▶ _DATA TO PROCESS_:
▼

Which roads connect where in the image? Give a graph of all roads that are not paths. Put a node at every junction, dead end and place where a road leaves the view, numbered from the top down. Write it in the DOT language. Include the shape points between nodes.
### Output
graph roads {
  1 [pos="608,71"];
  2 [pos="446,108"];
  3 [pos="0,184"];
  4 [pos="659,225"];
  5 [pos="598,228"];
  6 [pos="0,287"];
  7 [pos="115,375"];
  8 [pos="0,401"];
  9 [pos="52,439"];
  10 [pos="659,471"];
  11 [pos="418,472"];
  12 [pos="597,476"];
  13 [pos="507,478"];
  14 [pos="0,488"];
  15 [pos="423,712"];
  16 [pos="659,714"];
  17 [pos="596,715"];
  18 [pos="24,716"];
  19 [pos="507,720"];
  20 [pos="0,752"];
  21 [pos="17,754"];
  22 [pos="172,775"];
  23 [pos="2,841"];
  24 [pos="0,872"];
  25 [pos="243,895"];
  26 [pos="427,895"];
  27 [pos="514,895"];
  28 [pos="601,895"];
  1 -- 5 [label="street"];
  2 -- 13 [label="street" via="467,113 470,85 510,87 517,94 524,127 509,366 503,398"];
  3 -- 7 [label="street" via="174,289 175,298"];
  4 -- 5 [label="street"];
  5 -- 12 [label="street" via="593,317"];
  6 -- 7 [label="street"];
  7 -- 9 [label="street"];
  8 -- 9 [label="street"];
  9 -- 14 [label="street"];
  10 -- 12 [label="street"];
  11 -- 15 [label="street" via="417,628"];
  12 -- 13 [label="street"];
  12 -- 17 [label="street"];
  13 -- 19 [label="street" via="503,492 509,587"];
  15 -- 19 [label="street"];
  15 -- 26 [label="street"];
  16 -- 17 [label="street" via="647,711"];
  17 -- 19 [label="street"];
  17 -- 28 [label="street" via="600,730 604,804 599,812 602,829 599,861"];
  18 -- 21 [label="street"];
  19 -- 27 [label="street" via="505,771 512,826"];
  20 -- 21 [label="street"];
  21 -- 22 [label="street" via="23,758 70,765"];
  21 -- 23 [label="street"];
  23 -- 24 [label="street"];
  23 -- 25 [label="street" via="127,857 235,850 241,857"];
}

▲

▶ _ABOUT THIS TASK_:
Each record needs to be duplicated exactly.

▶ _WORKED SOLUTION_:
Which roads connect where in the image? Give a graph of all roads that are not paths. Put a node at every junction, dead end and place where a road leaves the view, numbered from the top down. Write it in the DOT language. Include the shape points between nodes.
### Output
graph roads {
  1 [pos="608,71"];
  2 [pos="446,108"];
  3 [pos="0,184"];
  4 [pos="659,225"];
  5 [pos="598,228"];
  6 [pos="0,287"];
  7 [pos="115,375"];
  8 [pos="0,401"];
  9 [pos="52,439"];
  10 [pos="659,471"];
  11 [pos="418,472"];
  12 [pos="597,476"];
  13 [pos="507,478"];
  14 [pos="0,488"];
  15 [pos="423,712"];
  16 [pos="659,714"];
  17 [pos="596,715"];
  18 [pos="24,716"];
  19 [pos="507,720"];
  20 [pos="0,752"];
  21 [pos="17,754"];
  22 [pos="172,775"];
  23 [pos="2,841"];
  24 [pos="0,872"];
  25 [pos="243,895"];
  26 [pos="427,895"];
  27 [pos="514,895"];
  28 [pos="601,895"];
  1 -- 5 [label="street"];
  2 -- 13 [label="street" via="467,113 470,85 510,87 517,94 524,127 509,366 503,398"];
  3 -- 7 [label="street" via="174,289 175,298"];
  4 -- 5 [label="street"];
  5 -- 12 [label="street" via="593,317"];
  6 -- 7 [label="street"];
  7 -- 9 [label="street"];
  8 -- 9 [label="street"];
  9 -- 14 [label="street"];
  10 -- 12 [label="street"];
  11 -- 15 [label="street" via="417,628"];
  12 -- 13 [label="street"];
  12 -- 17 [label="street"];
  13 -- 19 [label="street" via="503,492 509,587"];
  15 -- 19 [label="street"];
  15 -- 26 [label="street"];
  16 -- 17 [label="street" via="647,711"];
  17 -- 19 [label="street"];
  17 -- 28 [label="street" via="600,730 604,804 599,812 602,829 599,861"];
  18 -- 21 [label="street"];
  19 -- 27 [label="street" via="505,771 512,826"];
  20 -- 21 [label="street"];
  21 -- 22 [label="street" via="23,758 70,765"];
  21 -- 23 [label="street"];
  23 -- 24 [label="street"];
  23 -- 25 [label="street" via="127,857 235,850 241,857"];
}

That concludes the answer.